Exercise details: Nothing but the pictures should be dropped; repeat the rest of the data below exactly.

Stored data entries
* * *
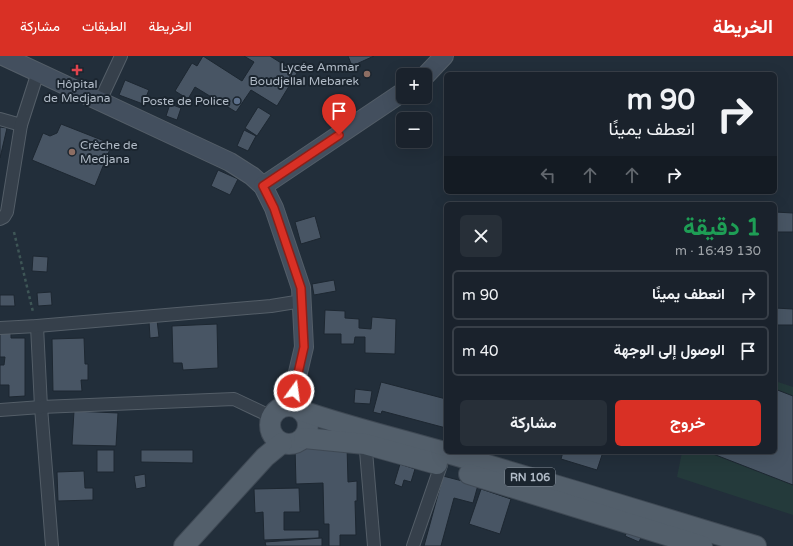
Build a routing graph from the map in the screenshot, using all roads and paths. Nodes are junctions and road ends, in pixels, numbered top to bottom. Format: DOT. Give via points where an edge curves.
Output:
graph roads {
  1 [pos="3,56"];
  2 [pos="121,56"];
  3 [pos="444,56"];
  4 [pos="432,69"];
  5 [pos="38,72"];
  6 [pos="396,97"];
  7 [pos="100,101"];
  8 [pos="0,118"];
  9 [pos="21,125"];
  10 [pos="263,186"];
  11 [pos="0,220"];
  12 [pos="14,232"];
  13 [pos="302,302"];
  14 [pos="37,326"];
  15 [pos="0,328"];
  16 [pos="41,407"];
  17 [pos="296,408"];
  18 [pos="0,410"];
  19 [pos="272,416"];
  20 [pos="365,437"];
  21 [pos="304,438"];
  22 [pos="282,443"];
  23 [pos="444,452"];
  24 [pos="450,454"];
  25 [pos="441,465"];
  26 [pos="52,546"];
  27 [pos="184,546"];
  28 [pos="374,546"];
  29 [pos="413,546"];
  30 [pos="702,546"];
  31 [pos="756,546"];
  1 -- 5 [label="main road"];
  2 -- 7 [label="street"];
  3 -- 4 [label="main road"];
  5 -- 7 [label="main road"];
  5 -- 9 [label="street"];
  6 -- 10 [label="main road"];
  7 -- 10 [label="main road" via="230,162"];
  8 -- 9 [label="street"];
  9 -- 11 [label="street" via="7,212"];
  10 -- 13 [label="main road" via="274,208 301,288"];
  12 -- 14 [label="path"];
  13 -- 14 [label="street"];
  13 -- 17 [label="main road" via="304,347"];
  14 -- 15 [label="street"];
  14 -- 16 [label="street"];
  16 -- 18 [label="street"];
  16 -- 19 [label="street" via="234,398"];
  16 -- 26 [label="street"];
  17 -- 19 [label="main road" via="282,407"];
  17 -- 20 [label="main road, RN 106" via="340,424"];
  17 -- 21 [label="main road" via="309,422 309,429"];
  19 -- 22 [label="main road" via="272,434"];
  20 -- 21 [label="main road, RN 106"];
  20 -- 23 [label="main road, RN 106" via="406,441"];
  20 -- 25 [label="main road, RN 106"];
  20 -- 28 [label="street"];
  21 -- 22 [label="main road" via="288,445"];
  22 -- 27 [label="main road" via="265,457"];
  24 -- 31 [label="main road, RN 106"];
  25 -- 29 [label="street"];
  25 -- 30 [label="main road, RN 106"];
}
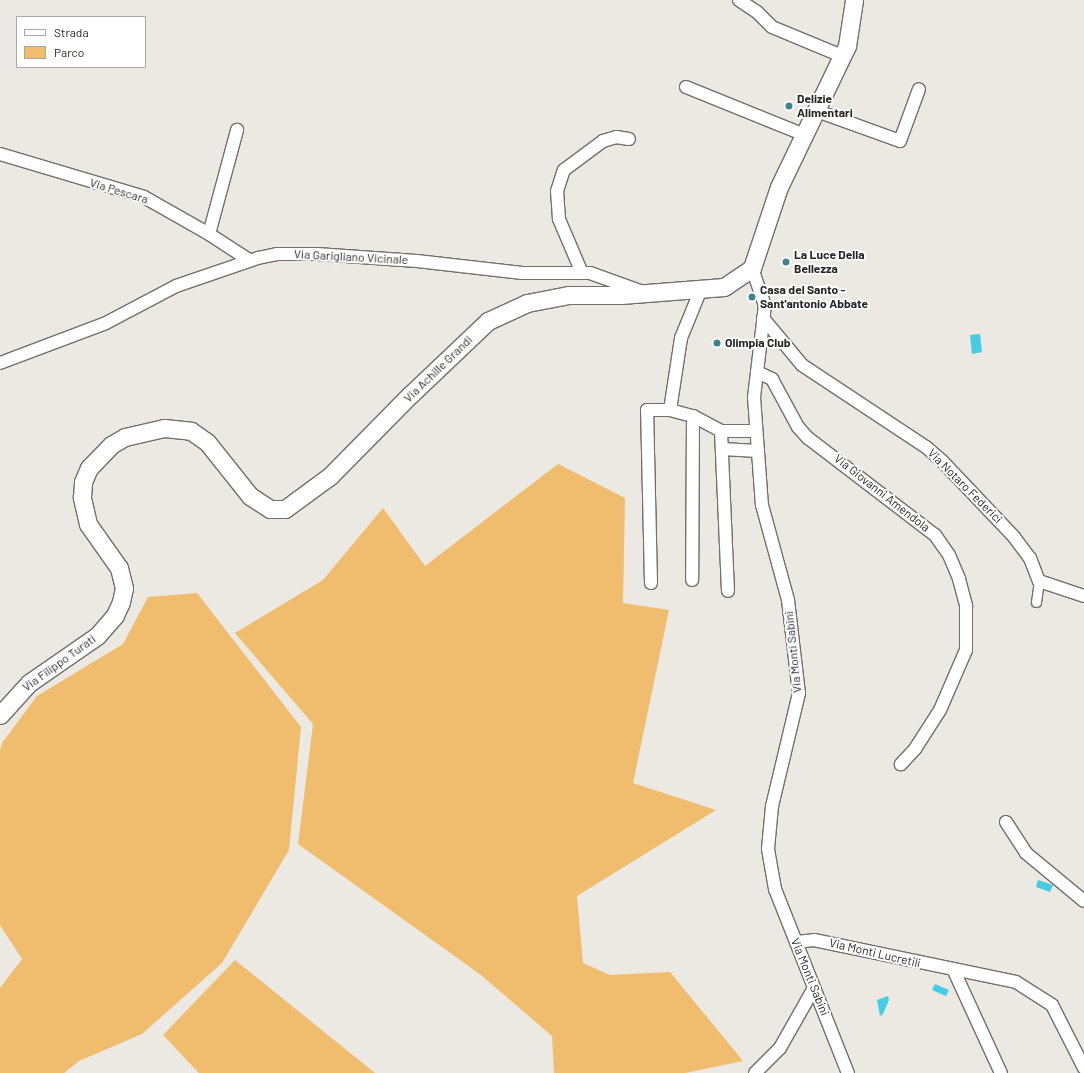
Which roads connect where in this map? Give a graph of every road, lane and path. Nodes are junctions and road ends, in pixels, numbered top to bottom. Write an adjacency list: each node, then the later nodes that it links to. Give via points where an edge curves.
* * *
Answer section:
Build a routing graph from the map in the screenshot, using all roads and paths. Nodes are junctions and road ends, in pixels, numbered top to bottom. Format: DOT. Give via points where an edge curves.
Output:
graph roads {
  1 [pos="3,56"];
  2 [pos="121,56"];
  3 [pos="444,56"];
  4 [pos="432,69"];
  5 [pos="38,72"];
  6 [pos="396,97"];
  7 [pos="100,101"];
  8 [pos="0,118"];
  9 [pos="21,125"];
  10 [pos="263,186"];
  11 [pos="0,220"];
  12 [pos="14,232"];
  13 [pos="302,302"];
  14 [pos="37,326"];
  15 [pos="0,328"];
  16 [pos="41,407"];
  17 [pos="296,408"];
  18 [pos="0,410"];
  19 [pos="272,416"];
  20 [pos="365,437"];
  21 [pos="304,438"];
  22 [pos="282,443"];
  23 [pos="444,452"];
  24 [pos="450,454"];
  25 [pos="441,465"];
  26 [pos="52,546"];
  27 [pos="184,546"];
  28 [pos="374,546"];
  29 [pos="413,546"];
  30 [pos="702,546"];
  31 [pos="756,546"];
  1 -- 5 [label="main road"];
  2 -- 7 [label="street"];
  3 -- 4 [label="main road"];
  5 -- 7 [label="main road"];
  5 -- 9 [label="street"];
  6 -- 10 [label="main road"];
  7 -- 10 [label="main road" via="230,162"];
  8 -- 9 [label="street"];
  9 -- 11 [label="street" via="7,212"];
  10 -- 13 [label="main road" via="274,208 301,288"];
  12 -- 14 [label="path"];
  13 -- 14 [label="street"];
  13 -- 17 [label="main road" via="304,347"];
  14 -- 15 [label="street"];
  14 -- 16 [label="street"];
  16 -- 18 [label="street"];
  16 -- 19 [label="street" via="234,398"];
  16 -- 26 [label="street"];
  17 -- 19 [label="main road" via="282,407"];
  17 -- 20 [label="main road, RN 106" via="340,424"];
  17 -- 21 [label="main road" via="309,422 309,429"];
  19 -- 22 [label="main road" via="272,434"];
  20 -- 21 [label="main road, RN 106"];
  20 -- 23 [label="main road, RN 106" via="406,441"];
  20 -- 25 [label="main road, RN 106"];
  20 -- 28 [label="street"];
  21 -- 22 [label="main road" via="288,445"];
  22 -- 27 [label="main road" via="265,457"];
  24 -- 31 [label="main road, RN 106"];
  25 -- 29 [label="street"];
  25 -- 30 [label="main road, RN 106"];
}
Which roads connect where in this map? Give a graph of every road, lane and path. Nodes are junctions and road ends, in pixels, numbered top to bottom. Write an adjacency list: each node, then the later nodes that it links to. Give via points where an edge curves.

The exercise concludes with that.